How to limit a opamp's output?

Thread Starter

pedroca1

Joined Oct 9, 2016
2
Hi everyone,

I have a signal (called Y) that is a sawtooth wave and goes to 5V to -5V. I also have a temperature sensor (called T) that spits two values: 6V or 0V. When T = 6V, that signal Y must be 0 and when T = 0V, Y should remain unchanged!
My professor gave us this challenge and we can only use opamps and resistors... I have thought to use a comparator opamp and use Vcc+ = GND and Vcc- = Y, but I can't do this because Y isn't a constant voltage.
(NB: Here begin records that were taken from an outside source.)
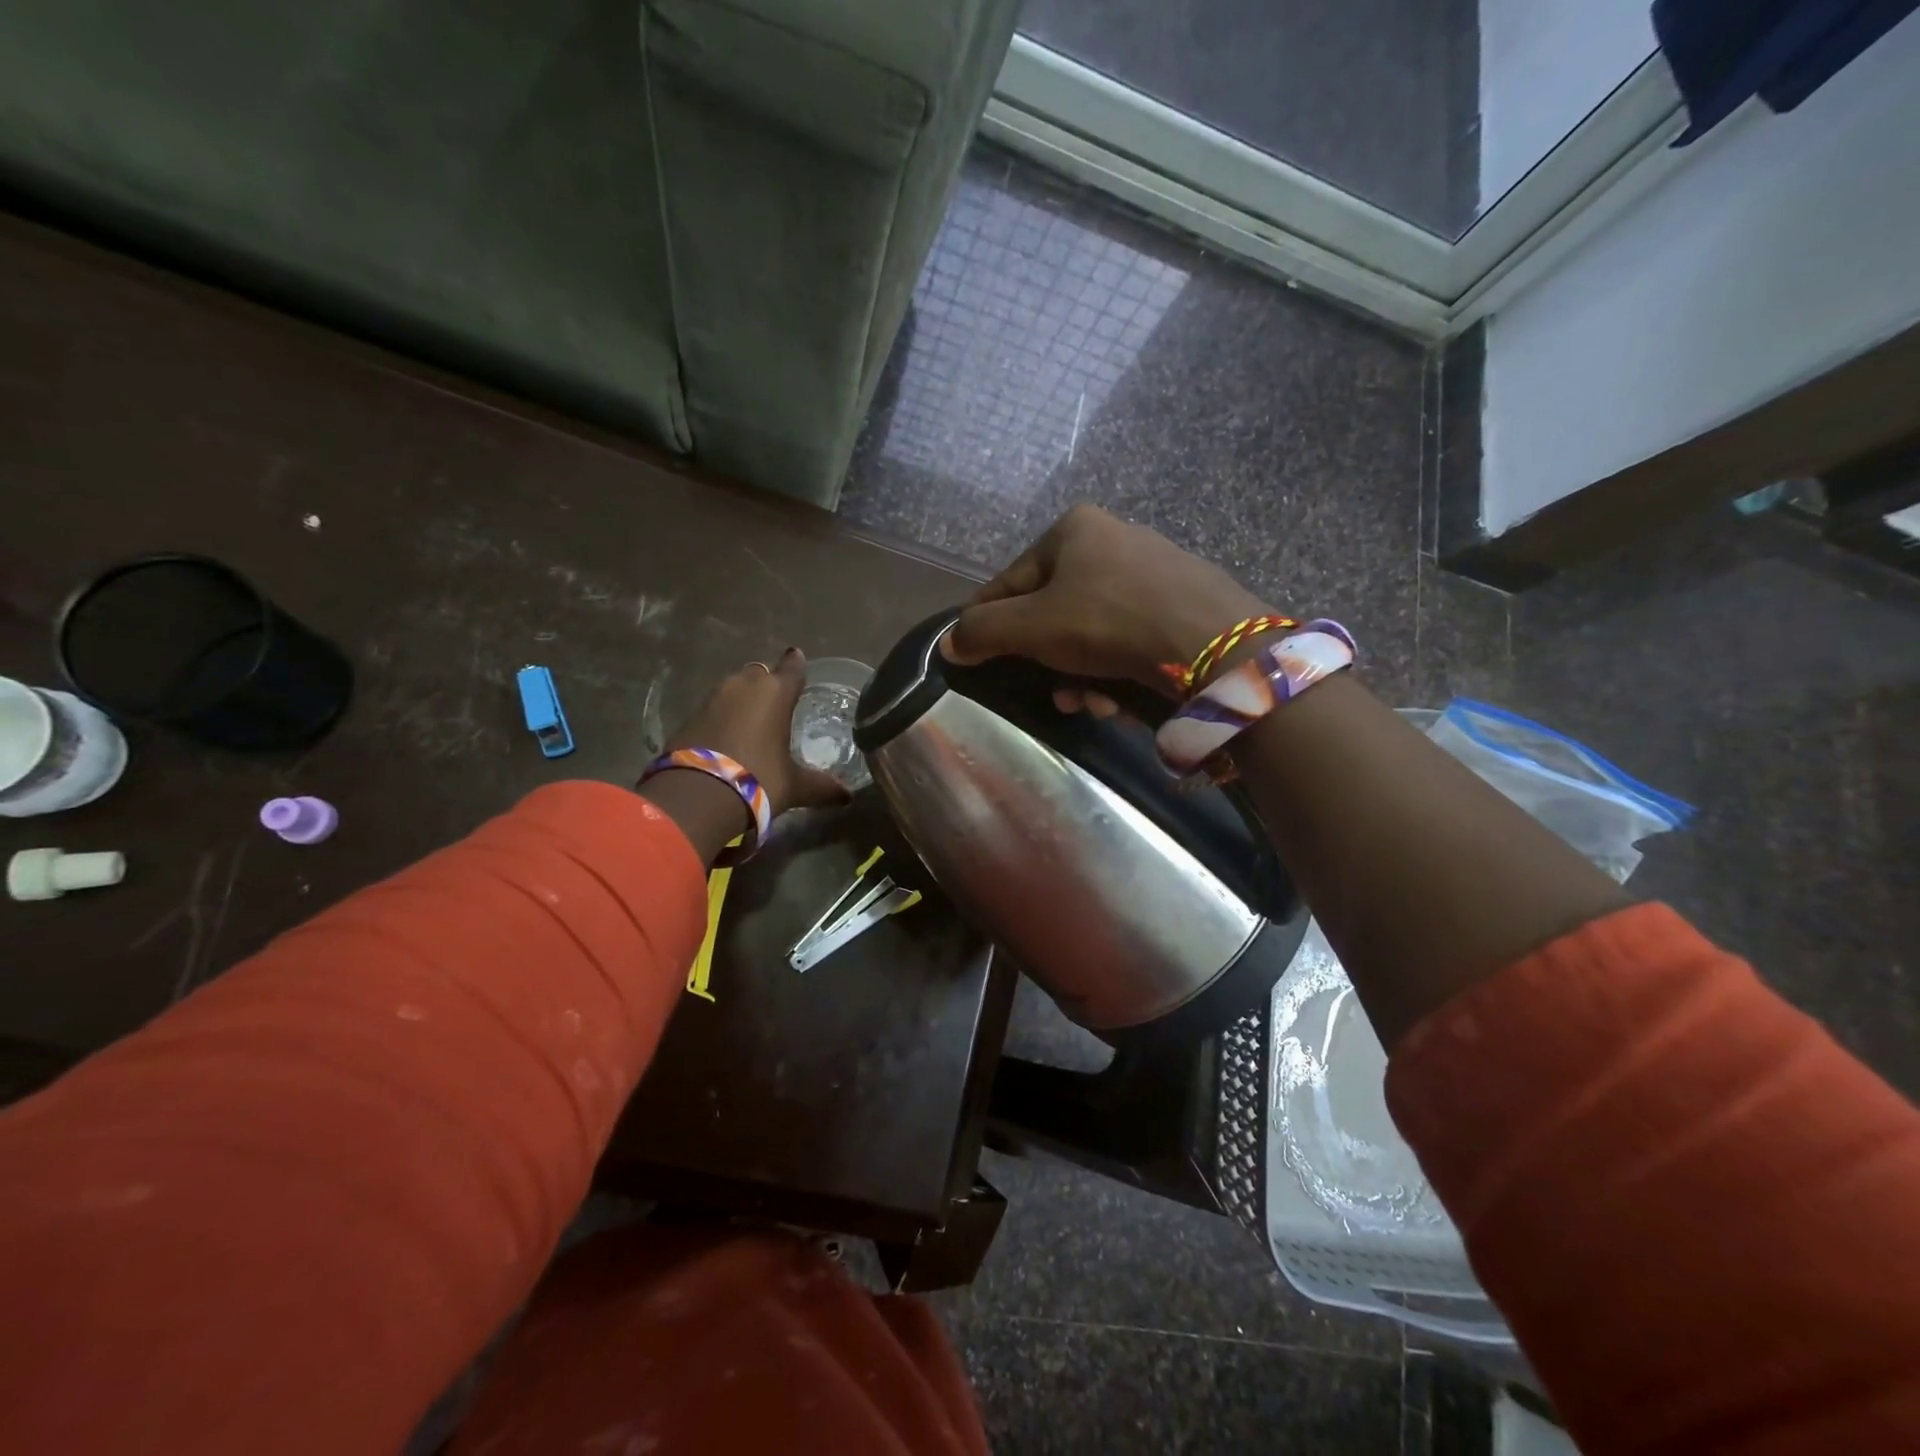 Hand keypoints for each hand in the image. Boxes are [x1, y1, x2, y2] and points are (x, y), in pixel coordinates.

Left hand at [642, 649, 849, 863]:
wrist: (697, 795)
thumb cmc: (757, 779)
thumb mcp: (794, 786)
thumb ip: (822, 787)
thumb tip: (847, 796)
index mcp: (775, 693)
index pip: (792, 668)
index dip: (796, 664)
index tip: (797, 658)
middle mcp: (744, 686)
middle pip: (760, 673)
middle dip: (768, 682)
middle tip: (776, 700)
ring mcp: (712, 698)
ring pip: (733, 688)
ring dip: (742, 699)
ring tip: (752, 719)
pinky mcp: (689, 716)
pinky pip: (713, 708)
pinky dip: (722, 717)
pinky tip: (726, 736)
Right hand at [942, 505, 1270, 693]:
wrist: (1213, 642)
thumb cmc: (1108, 622)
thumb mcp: (1033, 628)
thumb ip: (983, 632)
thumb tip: (948, 643)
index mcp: (1073, 529)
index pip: (1009, 581)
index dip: (987, 623)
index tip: (975, 657)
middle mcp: (1113, 539)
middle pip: (1054, 611)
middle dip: (1047, 661)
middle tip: (1052, 694)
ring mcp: (1153, 569)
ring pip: (1093, 631)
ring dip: (1082, 674)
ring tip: (1088, 704)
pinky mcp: (1183, 602)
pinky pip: (1130, 638)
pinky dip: (1117, 670)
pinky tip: (1119, 699) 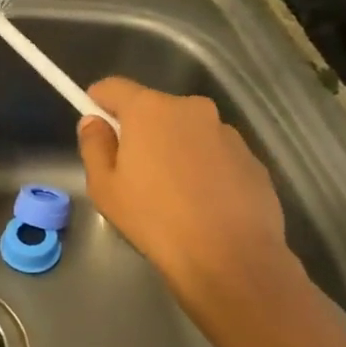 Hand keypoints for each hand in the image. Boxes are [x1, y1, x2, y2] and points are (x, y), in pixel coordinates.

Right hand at [77, 78, 299, 337]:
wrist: (231, 259)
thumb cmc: (156, 220)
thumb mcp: (105, 188)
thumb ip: (94, 146)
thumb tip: (94, 122)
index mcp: (150, 109)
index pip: (114, 87)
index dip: (98, 102)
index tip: (95, 127)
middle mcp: (191, 108)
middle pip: (153, 109)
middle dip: (140, 132)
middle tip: (132, 173)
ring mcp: (226, 132)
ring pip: (187, 132)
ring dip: (175, 150)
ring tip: (173, 196)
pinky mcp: (251, 158)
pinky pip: (215, 154)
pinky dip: (205, 169)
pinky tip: (203, 205) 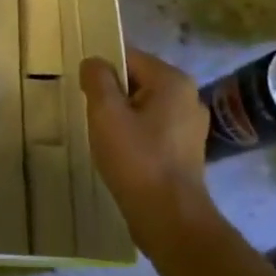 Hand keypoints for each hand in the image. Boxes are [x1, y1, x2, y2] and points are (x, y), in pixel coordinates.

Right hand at [79, 48, 210, 251]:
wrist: (169, 218)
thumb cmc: (137, 159)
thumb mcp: (106, 112)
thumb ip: (97, 79)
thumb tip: (94, 63)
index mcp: (172, 80)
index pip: (129, 57)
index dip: (102, 71)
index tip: (84, 92)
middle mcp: (188, 96)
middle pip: (138, 80)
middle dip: (112, 94)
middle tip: (92, 116)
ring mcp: (191, 125)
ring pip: (145, 106)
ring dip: (123, 116)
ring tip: (104, 136)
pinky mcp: (187, 150)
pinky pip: (154, 128)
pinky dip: (136, 134)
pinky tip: (122, 153) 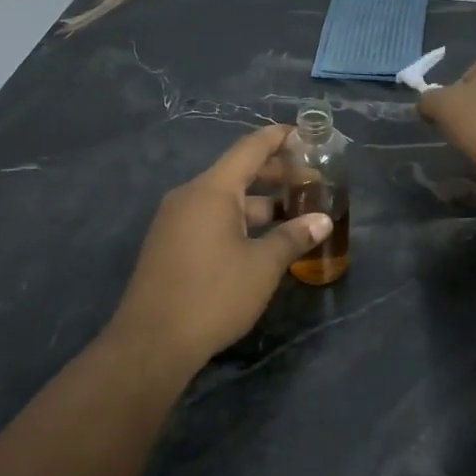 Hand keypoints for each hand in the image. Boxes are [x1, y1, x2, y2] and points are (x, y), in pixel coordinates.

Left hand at [108, 125, 332, 367]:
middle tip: (310, 181)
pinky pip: (210, 219)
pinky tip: (262, 239)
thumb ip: (293, 238)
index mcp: (212, 191)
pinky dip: (239, 220)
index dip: (278, 138)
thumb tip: (323, 221)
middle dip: (274, 174)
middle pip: (237, 173)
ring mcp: (176, 221)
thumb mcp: (262, 266)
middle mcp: (189, 197)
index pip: (249, 149)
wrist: (153, 342)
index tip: (304, 133)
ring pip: (224, 200)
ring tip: (293, 213)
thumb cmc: (214, 295)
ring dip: (259, 203)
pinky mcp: (170, 245) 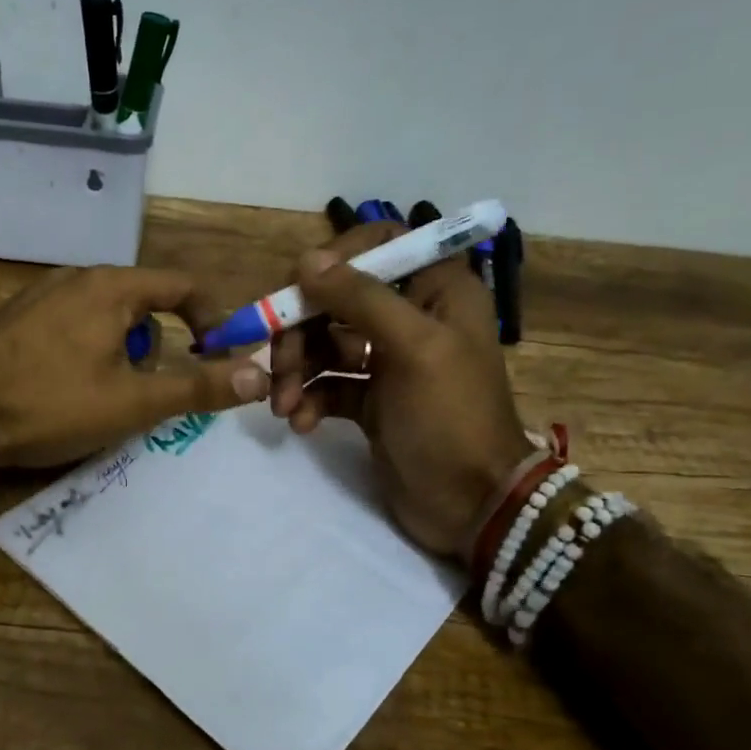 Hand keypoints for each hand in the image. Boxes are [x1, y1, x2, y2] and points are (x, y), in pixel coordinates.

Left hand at [0, 265, 271, 470]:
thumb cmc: (50, 405)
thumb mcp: (134, 403)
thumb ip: (198, 387)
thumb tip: (258, 376)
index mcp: (111, 286)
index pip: (183, 285)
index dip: (213, 320)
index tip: (220, 358)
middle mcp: (75, 278)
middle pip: (143, 303)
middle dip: (160, 347)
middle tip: (151, 392)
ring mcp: (38, 296)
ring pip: (104, 318)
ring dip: (122, 353)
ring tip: (104, 398)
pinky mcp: (13, 319)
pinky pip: (69, 327)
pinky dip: (85, 352)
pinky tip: (63, 391)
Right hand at [268, 224, 531, 557]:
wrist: (471, 505)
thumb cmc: (450, 417)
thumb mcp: (413, 348)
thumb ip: (360, 299)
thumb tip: (307, 260)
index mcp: (437, 291)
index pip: (382, 245)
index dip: (338, 258)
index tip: (301, 285)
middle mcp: (411, 317)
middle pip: (337, 298)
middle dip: (301, 331)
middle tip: (279, 365)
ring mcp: (387, 360)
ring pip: (324, 343)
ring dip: (297, 370)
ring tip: (283, 405)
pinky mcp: (369, 399)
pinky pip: (326, 384)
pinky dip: (309, 399)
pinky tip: (302, 423)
That is the only thing I could think to solve this challenge...
I want to limit Y's wave using T, how can I do this?
 

Alec_t

Joined Sep 17, 2013
14,329
Welcome to AAC!
The moderators will probably move this thread to the 'Homework help' forum where it belongs.
Do you have dual-polarity supplies available for the opamp/comparator?
 

shteii01

Joined Feb 19, 2010
4,644
I think you have to build a logic gate.

For example. If you use good rail to rail op amp. You use output of sensor T as power source for the op amp that is configured as buffer.

For example.
Put NOT gate between T and positive power supply of the buffer op amp. When T is 6 volts (I assume Logic 1), the output of NOT gate will be 0 volts (Logic 0). Then you feed the output of NOT gate to the positive power supply of buffer op amp, right now this is 0 volts. Since the positive power supply of the buffer op amp is 0 volts, the positive portion of sawtooth wave will be destroyed and you will see just the 0 volt flat line, in other words a positive portion of Y will be 0 like you want. The negative portion of swatooth wave will still be present because we did not modify the negative supply of the op amp.

Bottom line. The way I see this working is that you pass signal Y though buffer op amp, and you switch the buffer op amp On and Off based on the output of sensor T.